How can I retrieve Amazon EKS control plane logs from CloudWatch Logs?

9 minute read
0

I want to troubleshoot an Amazon Elastic Kubernetes Service (Amazon EKS) issue. I need to collect logs from the components that run on the EKS control plane.

Short description

To view the logs in Amazon CloudWatch Logs, you must turn on Amazon EKS control plane logging. For more information, see Viewing cluster control plane logs.

You can use CloudWatch Logs Insights to search through the EKS control plane log data. For more information, see Analyzing log data with CloudWatch Insights.
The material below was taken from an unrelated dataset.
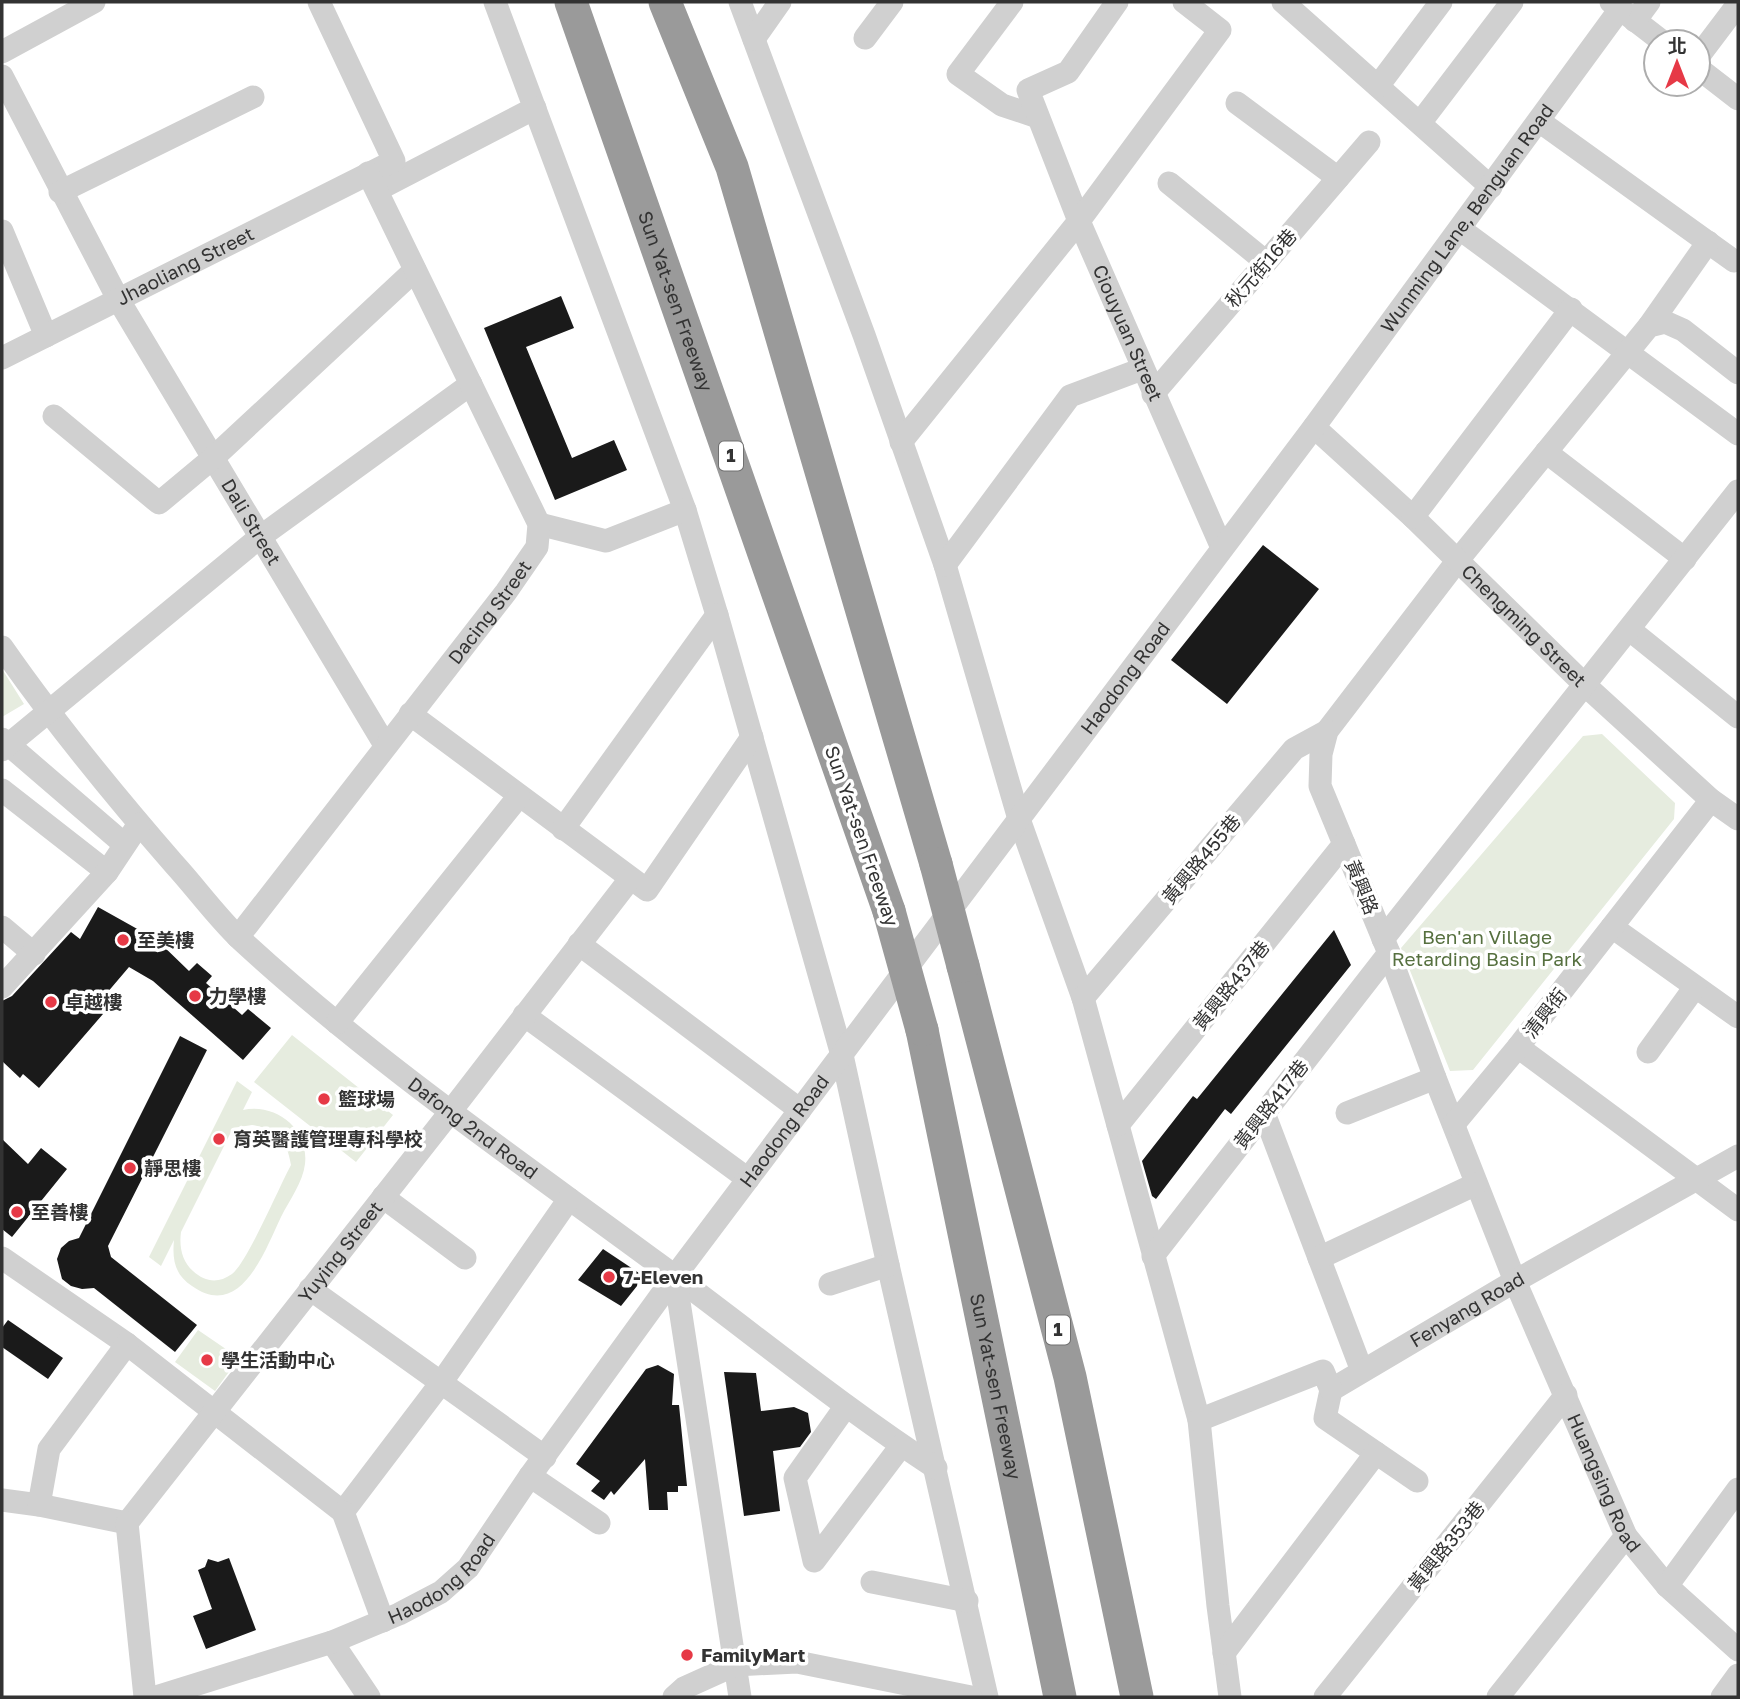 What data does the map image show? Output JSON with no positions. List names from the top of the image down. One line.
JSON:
{"streets":{"highway":["Sun Yat-sen Freeway","1"],"street":["Wunming Lane, Benguan Road","Jhaoliang Street","秋元街16巷","Ciouyuan Street","Dali Street","Dacing Street","Chengming Street","Haodong Road","黃興路455巷","黃興路","黃興路437巷","清興街","黃興路417巷","Dafong 2nd Road","Yuying Street","Fenyang Road","Huangsing Road","黃興路353巷"]},"crossings":[["Wunming Lane, Benguan Road","Chengming Street"],["Wunming Lane, Benguan Road","Haodong Road"],["Jhaoliang Street","Dali Street"],["秋元街16巷","Ciouyuan Street"],["Ciouyuan Street","Haodong Road"],["Dali Street","Dacing Street"],["Dacing Street","Dafong 2nd Road"],["Chengming Street","Haodong Road"],["Chengming Street","黃興路"],["Chengming Street","清興街"],["Chengming Street","黃興路417巷"],["Haodong Road","Dafong 2nd Road"],["黃興路455巷","黃興路"],["黃興路","黃興路437巷"],["黃興路","清興街"],["黃興路","黃興路417巷"],["黃興路","Fenyang Road"],["黃興路","Huangsing Road"],["Dafong 2nd Road","Yuying Street"],["Fenyang Road","Huangsing Road"],["Huangsing Road","黃興路353巷"]],"parks":["Ben'an Village Retarding Basin Park"],"places":["至美樓","力學樓","卓越樓","籃球場","育英醫護管理專科學校","靜思樓","至善樓","7-Eleven","學生活動中心","FamilyMart"],"north":"top"} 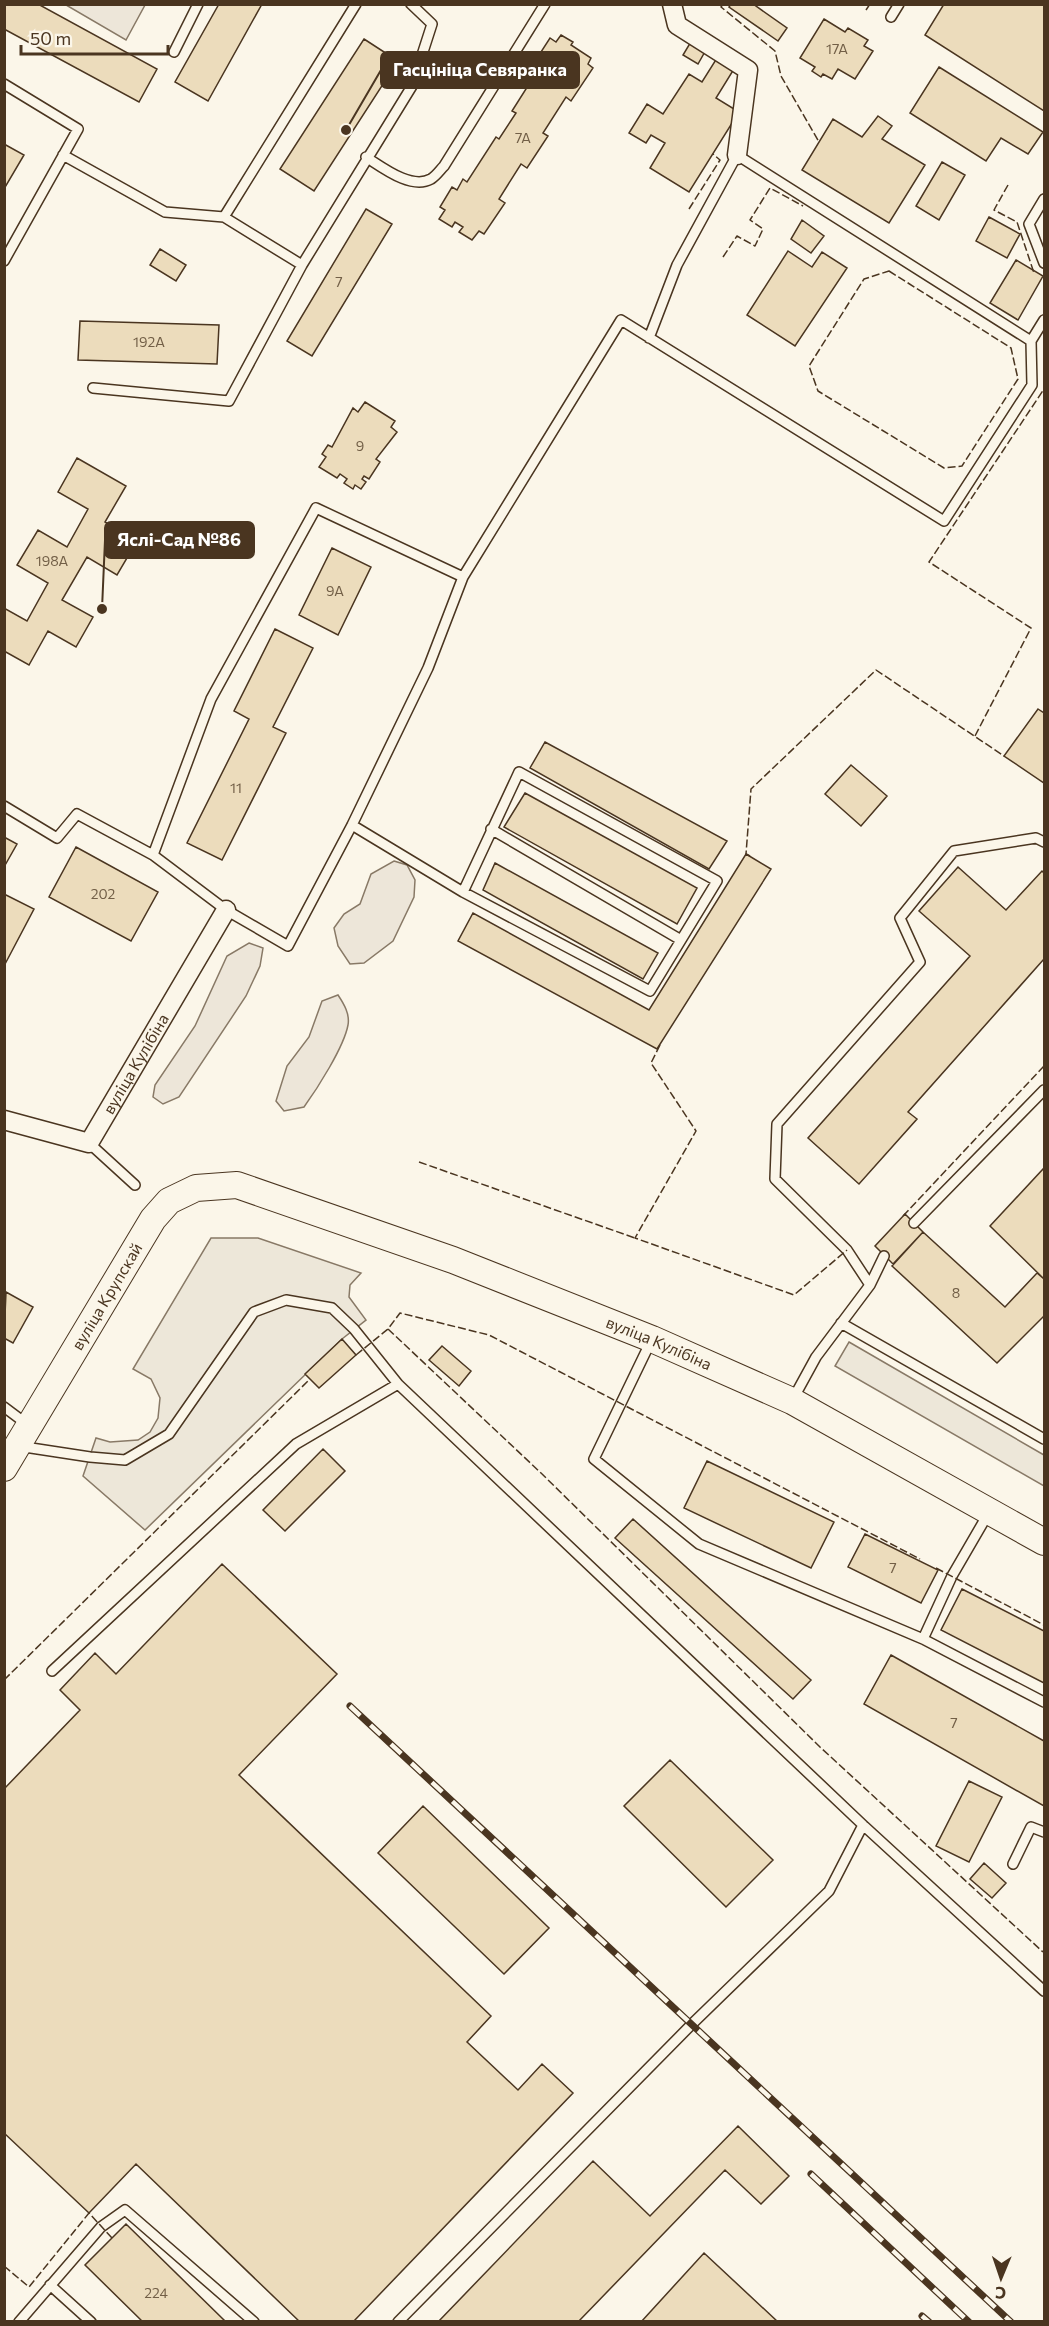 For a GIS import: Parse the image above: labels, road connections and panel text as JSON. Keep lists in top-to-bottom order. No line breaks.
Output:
{"streets":{"main road":["вуліца Кулібіна","вуліца Крупскай"]},"crossings":[["вуліца Кулібіна","вуліца Крупскай"]],"places":["Гасцініца Севяранка","Яслі-Сад №86"],"house_numbers":["17А","7А","7","192А","9","198А","9А","11","202","8","7","7","224"],"scale_bar":"50 m","north":"bottom"} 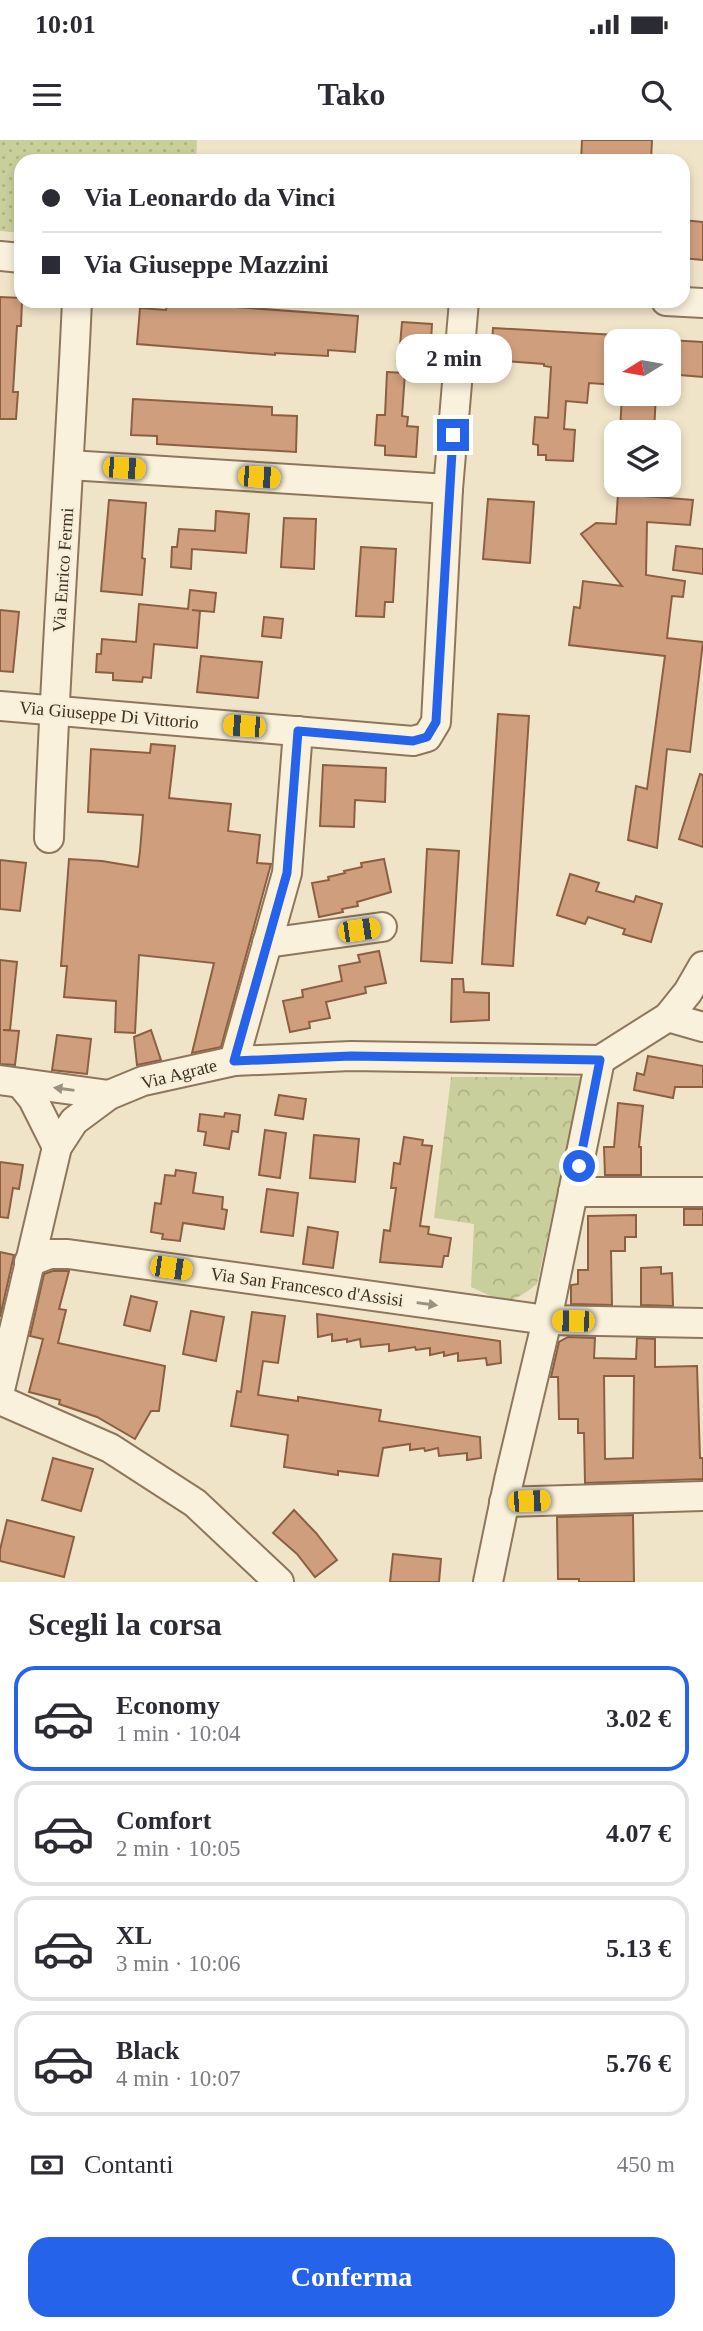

Important: You can view log events in CloudWatch Logs only after you turn on control plane logging in a cluster. Before you select a time range to run queries in CloudWatch Logs Insights, verify that you turned on control plane logging.

Resolution

Search CloudWatch Insights

Complete the following steps:

  1. Open the CloudWatch console.
  2. In the navigation pane, choose Logs, and then choose Log Insights.
  3. In the Select log group(s) menu, select the cluster log group that you want to query.
  4. Choose Run to view the results.

Note: To export the results as a .csv file or to copy the results to the clipboard, choose Export results. You can change the sample query to get data for a specific use case. See these example queries for common EKS use cases.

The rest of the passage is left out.